Representative images of DRG cultures growing on ChABC-treated aggrecan spots are shown in a–c. The inhibitory rim is demarcated in a. Quantification of the numbers of axons crossing the inhibitory rim is shown in d. Neurons and axons were visualized by βIII-tubulin staining (green). Without ChABC, neurons transduced with either AAV-mCherry or -hM3Dq failed to traverse the inhibitory rim. ChABC alone significantly enhanced axonal growth from both mCherry⁺ DRGs in the presence of CNO or hM3Dq⁺ DRGs in the absence of CNO. After ChABC digestion of CSPG, some axons from control, mCherry⁺ DRG neurons were able to grow across the inhibitory rim (a, arrowhead), similar to what we observed when hM3Dq⁺ DRG neurons are cultured in the absence of CNO (b, d). CNO-mediated activation of hM3Dq⁺ DRG neurons enabled more neurites to cross the inhibitory rim (arrows in c, d).
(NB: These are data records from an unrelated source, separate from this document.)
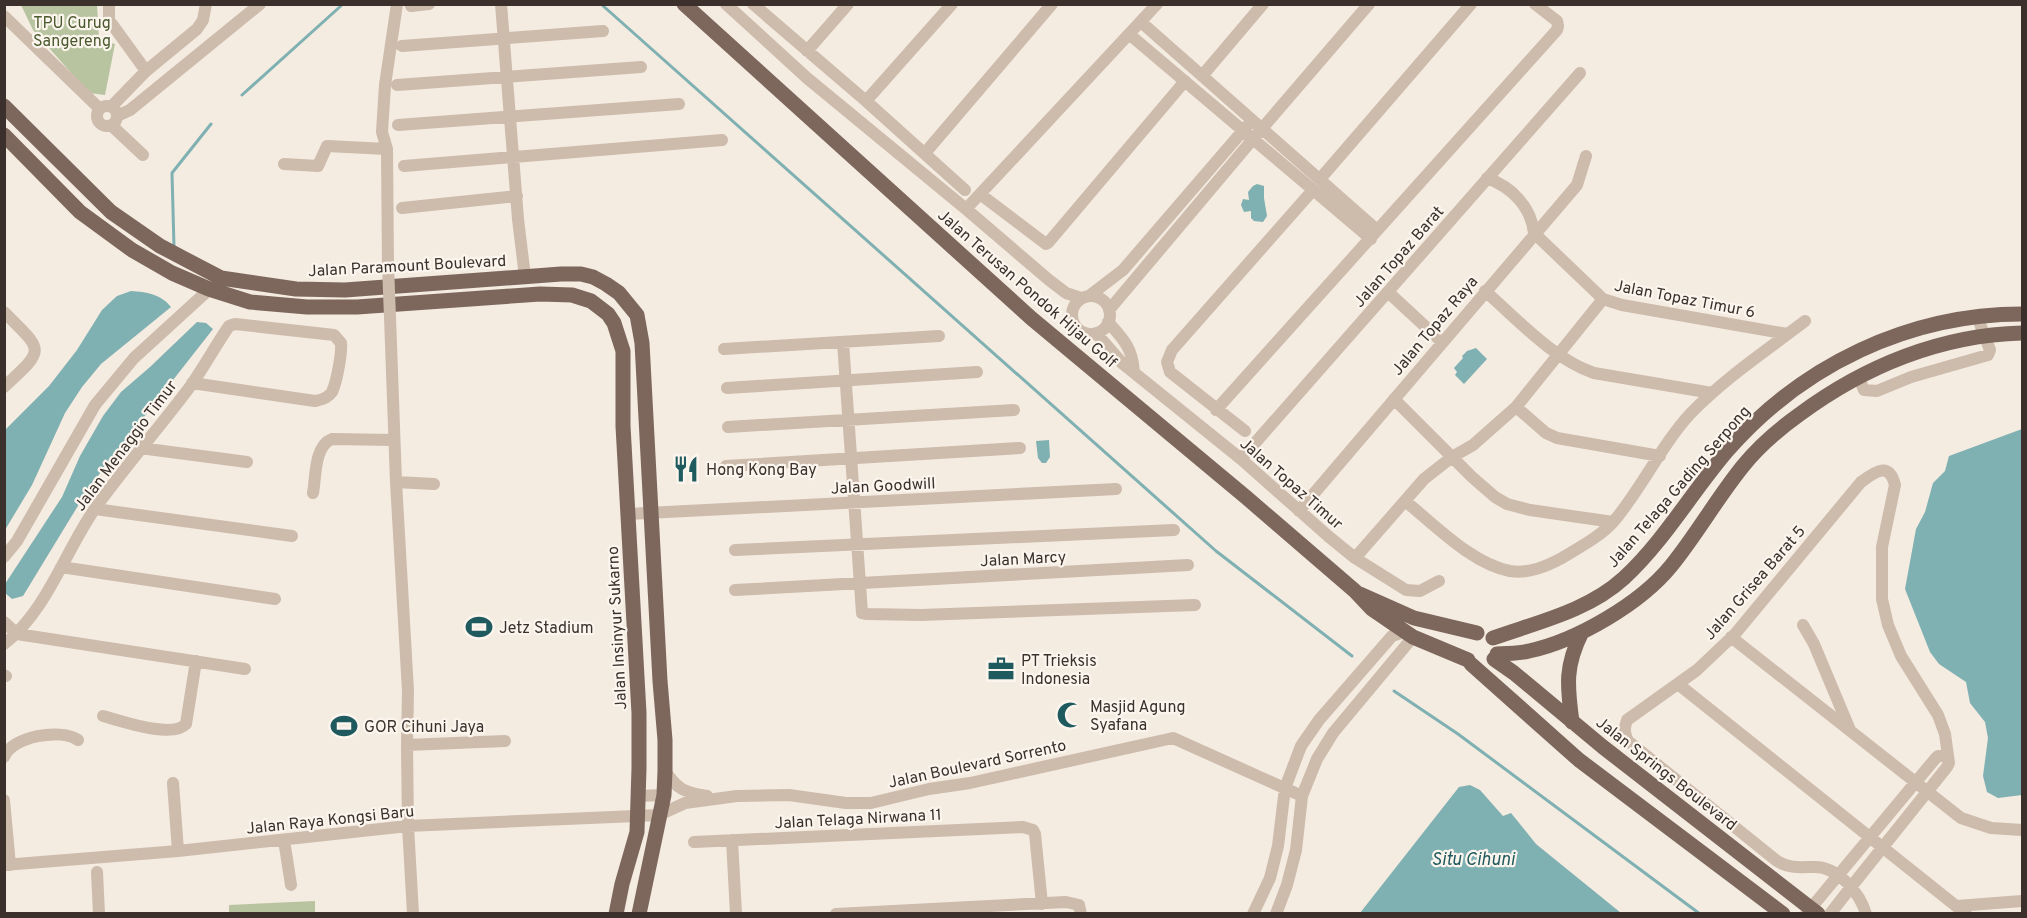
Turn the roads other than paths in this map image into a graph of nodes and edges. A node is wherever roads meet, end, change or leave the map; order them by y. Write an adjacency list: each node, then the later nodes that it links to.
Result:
1 (109, 4): 27 (street)
2 (206, 4): 27 (street)
3 (260, 4): 36 (street)
4 (398, 4): 43 (street)
5 (429, 4): 18 (street)
6 (501, 4): 23 (street)
7 (684, 4): 126 (main road, Jalan Terusan Pondok Hijau Golf)
8 (726, 4): 56 (street)
9 (753, 4): 25 (street)
10 (848, 4): 25 (street)
11 (952, 4): 33 (street)
12 (1053, 4): 44 (street)
13 (1157, 4): 20 (street)
14 (1263, 4): 29 (street)
15 (1369, 4): 38 (street)
16 (1471, 4): 51 (street)
17 (1536, 4): 58 (street)
18 (411, 6)
19 (4, 16): 36 (street)
20 (1141, 22): 22 (street); 29 (street)
21 (603, 31): 23 (street)
22 (1129, 34): 31 (street); 53 (street)
23 (504, 38): 24 (street); 30 (street)
24 (402, 46)
25 (807, 51): 33 (street)
26 (641, 67): 30 (street)
27 (146, 71): 36 (street)
28 (1580, 74): 50 (street, Jalan Topaz Barat)
29 (1202, 76): 38 (street)
30 (507, 77): 32 (street); 37 (street)
31 (1185, 81): 41 (street); 53 (street)
32 (397, 85)
33 (866, 101): 44 (street)
34 (679, 104): 37 (street)
35 (4, 106): 60 (main road, Jalan Paramount Boulevard)
36 (110, 114): 45 (street)
37 (510, 116): 39 (street); 47 (street)
38 (1257, 124): 41 (street); 51 (street)
39 (398, 125)
40 (4, 135): 61 (main road)
41 (1248, 135): 51 (street); 65 (street); 69 (street)
42 (722, 140): 47 (street)
43 (387, 149): 48 (street); 95 (street, bridge)
44 (925, 153): 52 (street)
45 (143, 154)
46 (1586, 156): 57 (street, Jalan Topaz Raya)
47 (513, 157): 49 (street); 54 (street)
48 (284, 164)
49 (404, 166)
50 (1487, 178): 57 (street, Jalan Topaz Timur 6); 63 (street, Jalan Topaz Barat)
51 (1316, 184): 58 (street); 91 (street)
52 (965, 190)
53 (980, 194): 56 (street)
54 (517, 196): 55 (street); 59 (street)
55 (402, 208)
56 (966, 209): 65 (street)
57 (1534, 233): 62 (street, Jalan Topaz Raya); 64 (street, Jalan Topaz Timur 6)
58 (1374, 234): 91 (street)
59 (525, 277): 60 (main road, Jalan Paramount Boulevard); 112 (main road, Jalan Paramount Boulevard)
60 (221, 278): 61 (street)
61 (209, 289): 113 (main road, Jalan Insinyur Sukarno); 119 (street)
62 (1485, 291): 77 (street, Jalan Topaz Raya); 79 (street)
63 (1388, 292): 77 (street); 101 (street, Jalan Topaz Barat)
64 (1603, 299): 73 (street, Jalan Topaz Timur 6); 79 (street)
65 (1081, 300): 69 (street); 71 (street)
66 (4, 312): 85 (street)
67 (2022, 314): 68 (main road, Jalan Telaga Gading Serpong)
68 (1977, 315): 75 (street); 136 (main road, Jalan Telaga Gading Serpong)
69 (1109, 316): 71 (street); 81 (street)
70 (1804, 321): 73 (street)
71 (1096, 333): 81 (street, Jalan Topaz Timur)
72 (2022, 333): 75 (main road)
73 (1788, 334): 87 (street)
74 (939, 336): 76 (street)
75 (1985, 336): 82 (main road); 82 (street)
76 (843, 342): 78 (street); 83 (street)
77 (1442, 342): 88 (street, Jalan Topaz Raya)
78 (724, 349)
79 (1557, 354): 87 (street); 89 (street)
80 (977, 372): 83 (street)
81 (1134, 372): 101 (street, Jalan Topaz Timur)
82 (1858, 376): 132 (main road)
83 (846, 381): 86 (street); 92 (street)
84 (192, 383): 84 (street, Jalan Menaggio Timur); 96 (street, Jalan Menaggio Timur)
85 (4, 387)
86 (727, 388)
87 (1712, 393): 98 (street)
88 (1394, 399): 99 (street); 111 (street, Jalan Topaz Raya)
89 (1516, 407): 98 (street); 99 (street)
90 (1014, 410): 92 (street)
91 (1216, 410): 94 (street)
92 (848, 420): 93 (street); 100 (street)
93 (728, 427)
94 (1245, 431)
95 (394, 440): 104 (street); 107 (street)
96 (140, 448): 102 (street); 110 (street, Jalan Menaggio Timur)
97 (1020, 448): 100 (street)
98 (1659, 456): 114 (street)
99 (1452, 457): 108 (street); 114 (street)
100 (851, 458): 103 (street); 109 (street)
101 (1241, 459): 111 (street, Jalan Topaz Timur)
102 (247, 462)
103 (726, 466)
104 (396, 482): 105 (street); 153 (street)
105 (434, 484)
106 (1116, 489): 109 (street, Jalan Goodwill)
107 (313, 493)
108 (1405, 501): 114 (street); 120 (street)
109 (854, 503): 112 (street, Jalan Goodwill); 117 (street)
110 (95, 509): 116 (street); 122 (street, Jalan Menaggio Timur)
111 (1299, 511): 120 (street, Jalan Topaz Timur)
112 (651, 513): 113 (street, Jalan Goodwill); 138 (main road)
113 (628, 514): 139 (main road, Jalan Insinyur Sukarno)
114 (1613, 522)
115 (1174, 530): 117 (street)
116 (292, 536)
117 (857, 546): 118 (street); 124 (street)
118 (735, 550)
119 (4, 557)
120 (1355, 558): 123 (street, Jalan Topaz Timur)
121 (1188, 565): 124 (street, Jalan Marcy)
122 (61, 567): 127 (street); 134 (street, Jalan Menaggio Timur)
123 (1438, 581)
124 (859, 584): 125 (street, Jalan Marcy); 128 (street)
125 (735, 590)
126 (1355, 591): 130 (main road, Jalan Terusan Pondok Hijau Golf); 135 (main road, Jalan Terusan Pondok Hijau Golf)
127 (275, 599)
128 (1195, 605)
129 (4, 622): 134 (street)
130 (1432, 623): 133 (main road, Jalan Terusan Pondok Hijau Golf); 135 (main road)
131 (1803, 624): 150 (street)
132 (1582, 632): 141 (main road); 149 (main road)
133 (1477, 633): 136 (main road); 143 (main road)
134 (17, 634): 140 (street, Jalan Menaggio Timur); 142 (street)
135 (1409, 635): 143 (main road, Jalan Terusan Pondok Hijau Golf); 159 (street); 163 (street)
136 (1498, 636): 141 (main road)
137 (1731, 637): 146 (street, Jalan Grisea Barat 5); 150 (street); 154 (street, Jalan Grisea Barat 5)
138 (658, 641): 139 (main road); 156 (main road)
139 (635, 643): 162 (main road, Jalan Insinyur Sukarno)
140 (4, 644)
141 (1501, 656): 143 (main road); 145 (main road, Jalan Springs Boulevard)
142 (196, 661): 144 (street); 148 (street)
143 (1469, 662): 147 (main road)
144 (245, 669)
145 (1514, 673): 147 (main road); 149 (main road, Jalan Springs Boulevard)
146 (1678, 684): 170 (street); 178 (street, Jalan Grisea Barat 5)
147 (1497, 687): 196 (main road)
148 (103, 716)
149 (1572, 722): 185 (main road, Jalan Springs Boulevard)
150 (1852, 733): 158 (street)
151 (78, 740): 155 (street)
152 (505, 741): 153 (street)
153 (407, 745): 168 (street)
154 (1946, 756): 158 (street); 160 (street)
155 (4, 757)
156 (665, 771): 161 (main road); 164 (street, Jalan Boulevard Sorrento)
157 (173, 783): 175 (street)
158 (1914, 783): 160 (street); 170 (street)
159 (1285, 788): 163 (street, Jalan Boulevard Sorrento); 164 (street, Jalan Boulevard Sorrento); 194 (street)
160 (1927, 793): 169 (street); 174 (street)
161 (664, 795): 162 (street); 167 (main road)
162 (639, 796): 166 (main road, Jalan Insinyur Sukarno)
163 (1302, 796): 195 (street)
164 (717, 798): 167 (street, Jalan Boulevard Sorrento)
165 (4, 800): 176 (street)
166 (638, 815): 167 (street, Jalan Raya Kongsi Baru); 168 (street, Jalan Raya Kongsi Baru); 189 (main road, Jalan Insinyur Sukarno)
167 (659, 815): 190 (main road)
168 (408, 826): 171 (street, Jalan Raya Kongsi Baru); 188 (street)
169 (2022, 830)
170 (1869, 837): 174 (street); 178 (street)
171 (284, 840): 175 (street, Jalan Raya Kongsi Baru); 179 (street)
172 (732, 840): 173 (street, Jalan Telaga Nirwana 11); 182 (street, Jalan Telaga Nirwana 11); 191 (street)
173 (694, 842)
174 (1883, 848): 180 (street); 183 (street)
175 (178, 851): 176 (street, Jalan Raya Kongsi Baru)
176 (7, 865)
177 (97, 872): 187 (street)
178 (1837, 876): 180 (street); 185 (street)
179 (291, 885)
180 (1851, 887): 197 (street); 198 (street)
181 (2022, 901): 183 (street)
182 (1042, 904): 184 (street); 193 (street)
183 (1961, 910)
184 (944, 911): 186 (street)
185 (1812, 911)
186 (876, 913): 192 (street)
187 (99, 914)
188 (413, 914)
189 (616, 914)
190 (639, 914)
191 (736, 914)
192 (836, 914)
193 (1081, 914)
194 (1253, 914)
195 (1276, 914)
196 (1783, 914)
197 (1830, 914)
198 (1866, 914)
More axons crossed the inhibitory rim when CNO-mediated chemogenetic activation of hM3Dq⁺ DRGs was combined with ChABC digestion of the inhibitory substrate. N = 16 spots/group. Mean ± SEM. One-way ANOVA and post-hoc multiple comparisons testing using the two-stage step-up method of Benjamini, Krieger, and Yekutieli, **p = 0.0054, ***p < 0.001 (hM3Dq+CNO-ChABC vs. mCherry+CNO + ChABC p = 0.0020; mCherry+CNO + ChABC vs. hM3Dq+CNO + ChABC p = 0.0003), ****p < 0.0001. Scale bar: 50 µm. Source data are provided as a Source Data file.